I am using the Dataiku library to add custom packages.

I have a few constraints--

  • I can't use GIT
  • My packages and sub packages are very long like

package

    |--sub package 1

    |--subpackage 2

    |--sub package 3

 as so on

 

Currently, I am manually creating folders and uploading files. It is a very tedious job, since every time I change some files I need to upload all the files since I don't remember which files are getting changed.

 

Questions:

  1. Why can't we upload Folder? It is very odd to me, why Dataiku does not allow uploading a folder in Library. Can anyone help me with this?
  2. Can I write some python script or FTP to upload the files and folder or create on Dataiku?
    Operating system used: Windows
0 Kudos
1 Solution
VitaliyD
Dataiker

Hi,

Unfortunately, as you mentioned it is not possible to upload a folder to the libraries at the moment.
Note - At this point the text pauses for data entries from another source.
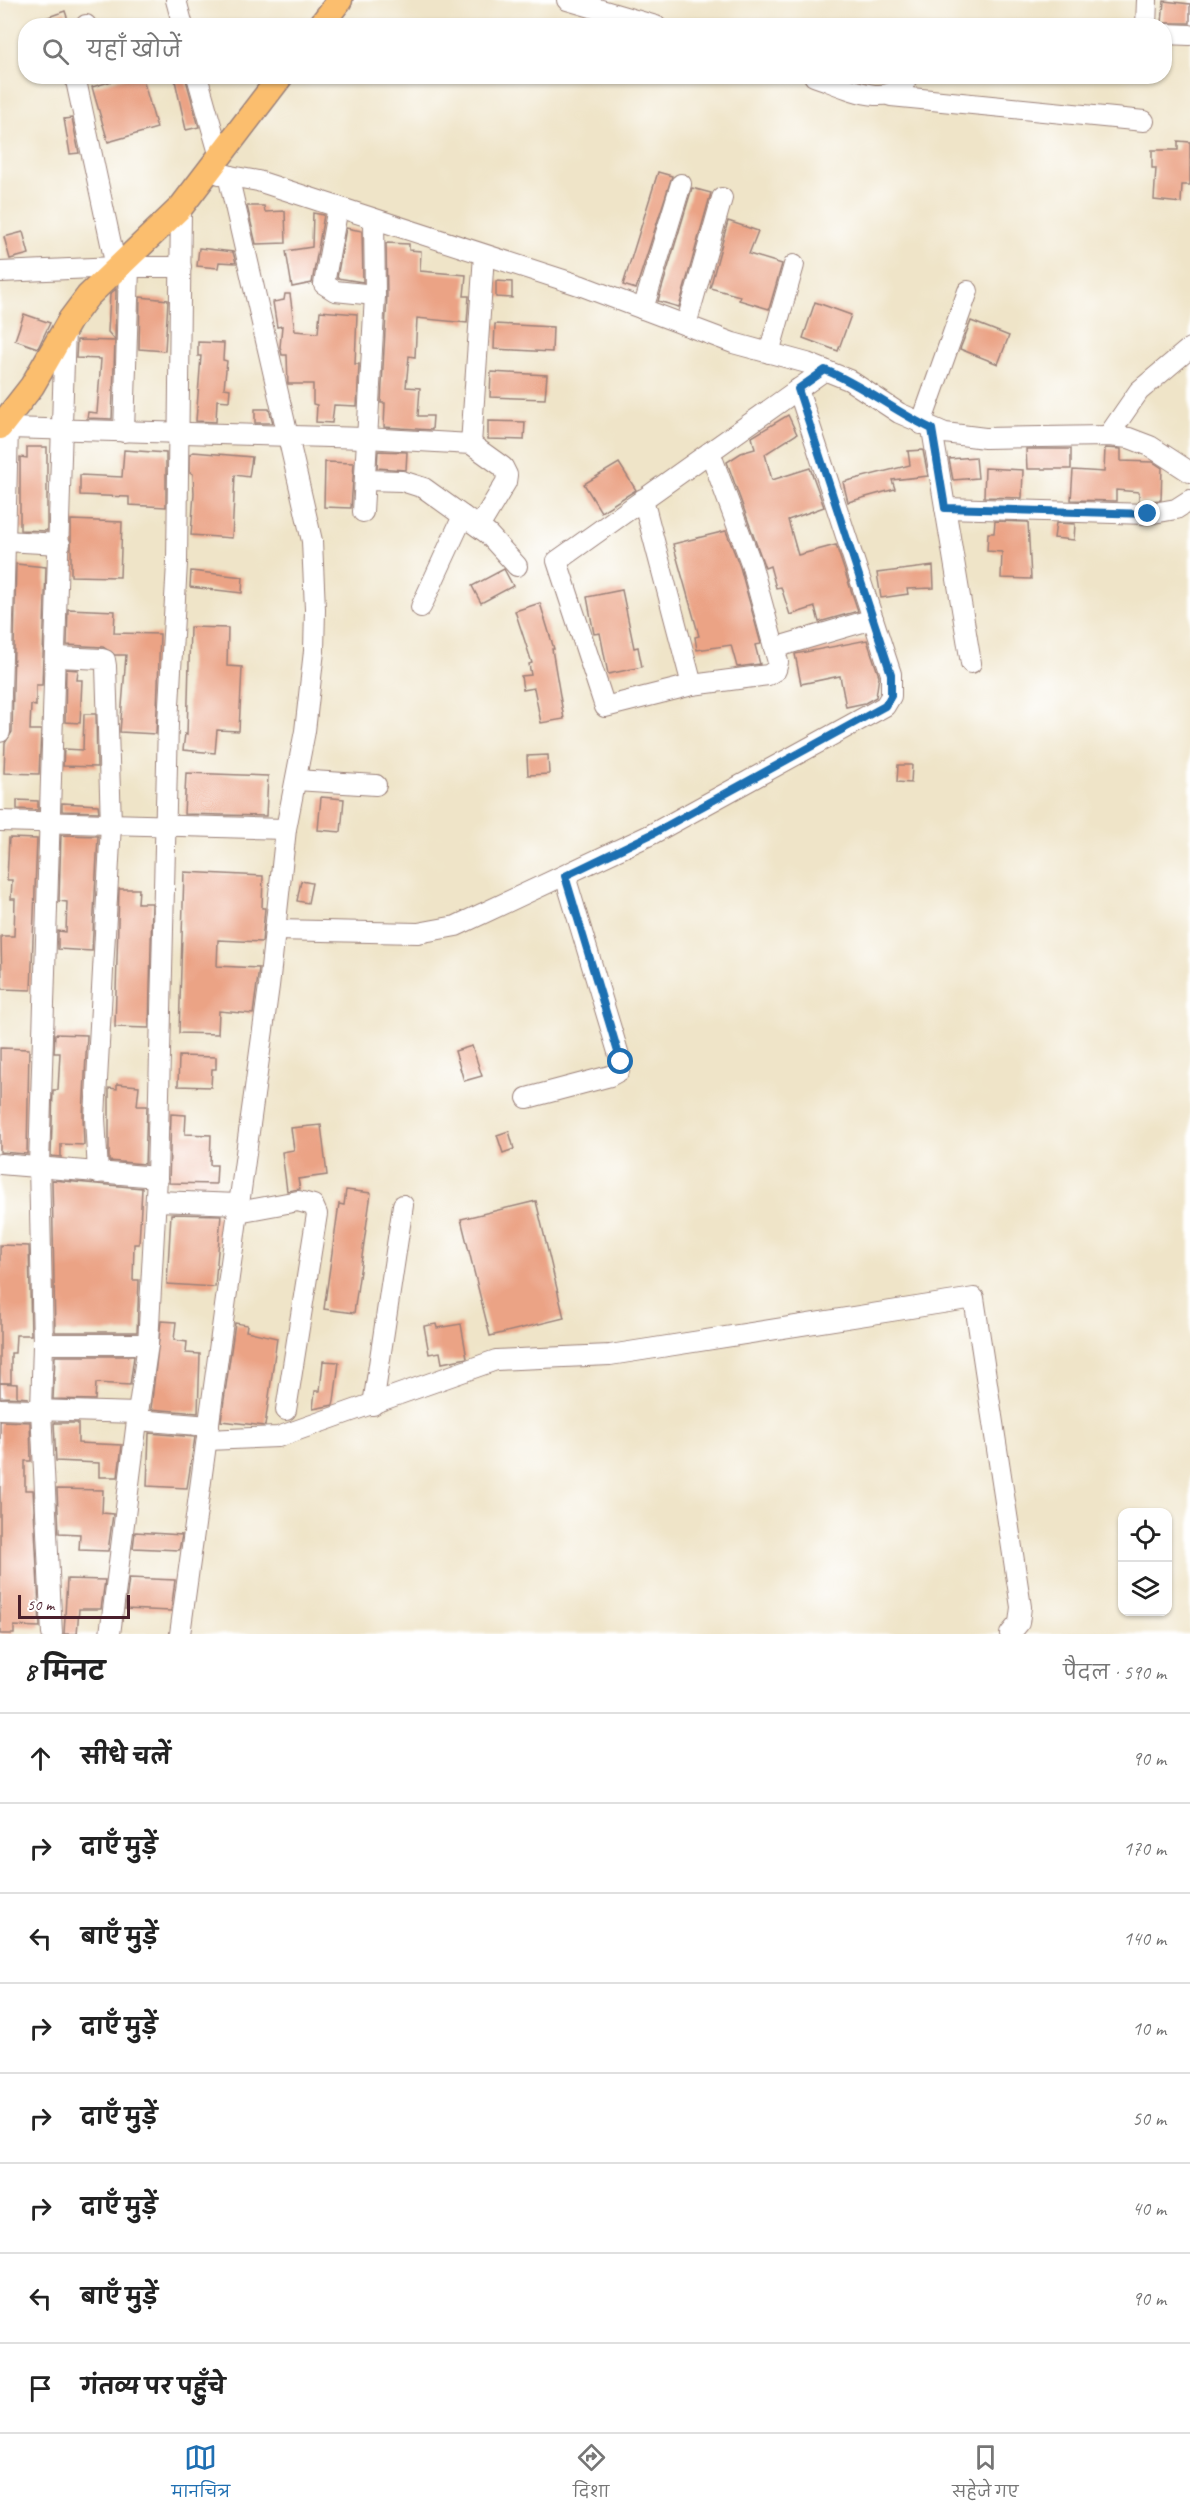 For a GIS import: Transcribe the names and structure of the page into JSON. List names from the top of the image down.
{
  "scale_bar": "50 m",
  "page": {
    "search": "यहाँ खोजें",
    "scale": "50 m",
    "heading": ["8 मिनट", "पैदल · 590 m"],
    "list": [
      ["सीधे चलें", "90 m"],
      ["दाएँ मुड़ें", "170 m"],
      ["बाएँ मुड़ें", "140 m"],
      ["दाएँ मुड़ें", "10 m"],
      ["दाएँ मुड़ें", "50 m"],
      ["दाएँ मुड़ें", "40 m"],
      ["बाएँ मुड़ें", "90 m"],
      "गंतव्य पर पहुँचे"
    ],
    "nav": ["मानचित्र", "दिशा", "सहेजे गए"]
  }
}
I see this feature request in out backlog, but we won't be able to provide a timeline of when it could be implemented.

If your instance is not UIF enabled, you can try to write a script to do it manually using a python notebook, but please proceed with caution, it is never a good idea to modify files in the data_dir directory directly as if you break something it may lead to downtime (also make sure you have a backup) and for sure this won't be a recommended way of doing it. 

So you can reach the lib directory of the project like below and then add your folder there:

import dataiku, json, os
path = os.getcwd()
project_name = dataiku.get_custom_variables()["projectKey"]
dip_home = dataiku.get_custom_variables()["dip.home"]
libraries_path = os.path.join(dip_home, 'config/projects/' + project_name + '/lib')
print(libraries_path)
print(os.listdir(libraries_path))

Screenshot 2021-11-19 at 12.23.01.png

Hope this helps.

-Best.

View solution in original post

6 Replies
VitaliyD
Dataiker

Hi,

Unfortunately, as you mentioned it is not possible to upload a folder to the libraries at the moment. I see this feature request in out backlog, but we won't be able to provide a timeline of when it could be implemented.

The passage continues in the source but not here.